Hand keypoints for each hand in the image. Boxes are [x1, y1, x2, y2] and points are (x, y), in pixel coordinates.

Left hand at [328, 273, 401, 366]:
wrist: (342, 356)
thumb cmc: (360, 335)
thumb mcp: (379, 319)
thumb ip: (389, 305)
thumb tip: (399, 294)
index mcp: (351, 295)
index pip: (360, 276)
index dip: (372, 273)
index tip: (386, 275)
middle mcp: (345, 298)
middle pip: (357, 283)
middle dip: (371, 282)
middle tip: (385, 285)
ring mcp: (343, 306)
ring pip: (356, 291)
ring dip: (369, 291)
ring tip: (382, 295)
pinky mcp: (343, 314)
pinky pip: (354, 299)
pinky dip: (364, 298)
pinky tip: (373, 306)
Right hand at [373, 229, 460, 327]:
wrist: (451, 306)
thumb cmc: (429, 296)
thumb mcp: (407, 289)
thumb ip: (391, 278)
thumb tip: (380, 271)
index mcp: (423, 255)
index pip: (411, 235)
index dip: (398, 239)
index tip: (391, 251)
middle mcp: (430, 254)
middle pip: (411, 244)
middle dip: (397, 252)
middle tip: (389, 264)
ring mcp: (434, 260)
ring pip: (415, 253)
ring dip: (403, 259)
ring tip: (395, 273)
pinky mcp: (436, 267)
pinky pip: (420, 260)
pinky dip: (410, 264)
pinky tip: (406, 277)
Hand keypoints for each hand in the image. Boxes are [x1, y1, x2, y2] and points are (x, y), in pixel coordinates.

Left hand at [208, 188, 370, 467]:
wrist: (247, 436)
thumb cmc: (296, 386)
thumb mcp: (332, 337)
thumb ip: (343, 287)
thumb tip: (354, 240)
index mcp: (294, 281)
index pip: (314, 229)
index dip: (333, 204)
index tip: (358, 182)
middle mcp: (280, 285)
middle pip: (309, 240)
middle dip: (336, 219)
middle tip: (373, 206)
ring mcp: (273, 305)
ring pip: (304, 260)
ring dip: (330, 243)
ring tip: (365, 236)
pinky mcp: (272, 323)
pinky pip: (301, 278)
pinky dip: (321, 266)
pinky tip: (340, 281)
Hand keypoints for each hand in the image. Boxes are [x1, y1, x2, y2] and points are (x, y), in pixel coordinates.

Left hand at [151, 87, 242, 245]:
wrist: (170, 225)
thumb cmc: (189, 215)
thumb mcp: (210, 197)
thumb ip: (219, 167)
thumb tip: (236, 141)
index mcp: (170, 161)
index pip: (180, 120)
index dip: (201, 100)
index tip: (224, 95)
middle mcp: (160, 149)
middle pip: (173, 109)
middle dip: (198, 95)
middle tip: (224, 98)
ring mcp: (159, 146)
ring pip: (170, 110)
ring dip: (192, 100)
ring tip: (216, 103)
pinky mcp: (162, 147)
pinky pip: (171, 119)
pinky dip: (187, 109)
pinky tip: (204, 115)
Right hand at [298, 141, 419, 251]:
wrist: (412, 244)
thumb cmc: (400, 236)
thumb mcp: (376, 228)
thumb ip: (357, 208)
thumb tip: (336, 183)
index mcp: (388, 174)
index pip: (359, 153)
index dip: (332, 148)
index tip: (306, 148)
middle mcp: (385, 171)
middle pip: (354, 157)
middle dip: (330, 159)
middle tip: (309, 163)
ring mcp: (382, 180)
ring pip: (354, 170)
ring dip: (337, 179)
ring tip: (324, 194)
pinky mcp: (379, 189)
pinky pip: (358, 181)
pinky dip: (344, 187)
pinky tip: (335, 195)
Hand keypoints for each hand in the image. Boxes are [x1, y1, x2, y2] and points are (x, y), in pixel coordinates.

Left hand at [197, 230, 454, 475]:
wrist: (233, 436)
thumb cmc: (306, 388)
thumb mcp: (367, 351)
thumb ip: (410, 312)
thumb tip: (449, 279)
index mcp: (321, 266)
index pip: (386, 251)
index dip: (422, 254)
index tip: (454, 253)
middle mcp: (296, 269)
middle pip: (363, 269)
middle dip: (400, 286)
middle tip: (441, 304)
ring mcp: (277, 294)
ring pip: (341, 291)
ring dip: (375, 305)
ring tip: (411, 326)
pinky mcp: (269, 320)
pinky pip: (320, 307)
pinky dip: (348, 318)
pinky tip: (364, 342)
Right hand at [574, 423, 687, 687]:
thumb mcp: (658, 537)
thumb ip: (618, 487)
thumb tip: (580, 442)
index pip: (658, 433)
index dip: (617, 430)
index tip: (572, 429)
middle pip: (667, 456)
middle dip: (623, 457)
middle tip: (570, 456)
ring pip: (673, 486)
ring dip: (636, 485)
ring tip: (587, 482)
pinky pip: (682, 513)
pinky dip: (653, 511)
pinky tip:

**Required work:**
Report every line in the data above in which the word "hand" appears.

**Result below:**
Hand keypoints for each hand in the image. Boxes are [x1, y1, x2, y2] and points are (x, y), in pixel coordinates.
Left hand at [328, 273, 401, 366]:
Right hand at [373, 229, 460, 327]:
Hand keypoints for each hand in the image. Boxes are [x1, y1, x2, y2] and points are (x, y), in pixel coordinates.
Left hand at [208, 188, 370, 467]:
Hand keypoints for each hand in the image. Boxes are [x1, y1, x2, y2] and points are (x, y), in pixel coordinates.
Left hand at [151, 87, 242, 245]:
Right hand at [298, 141, 419, 251]:
Hand keypoints for each hand in the image. Boxes are [x1, y1, x2, y2] and points are (x, y), in pixel coordinates.
Left hand at [197, 230, 454, 475]:
Right hand at [574, 423, 687, 687]:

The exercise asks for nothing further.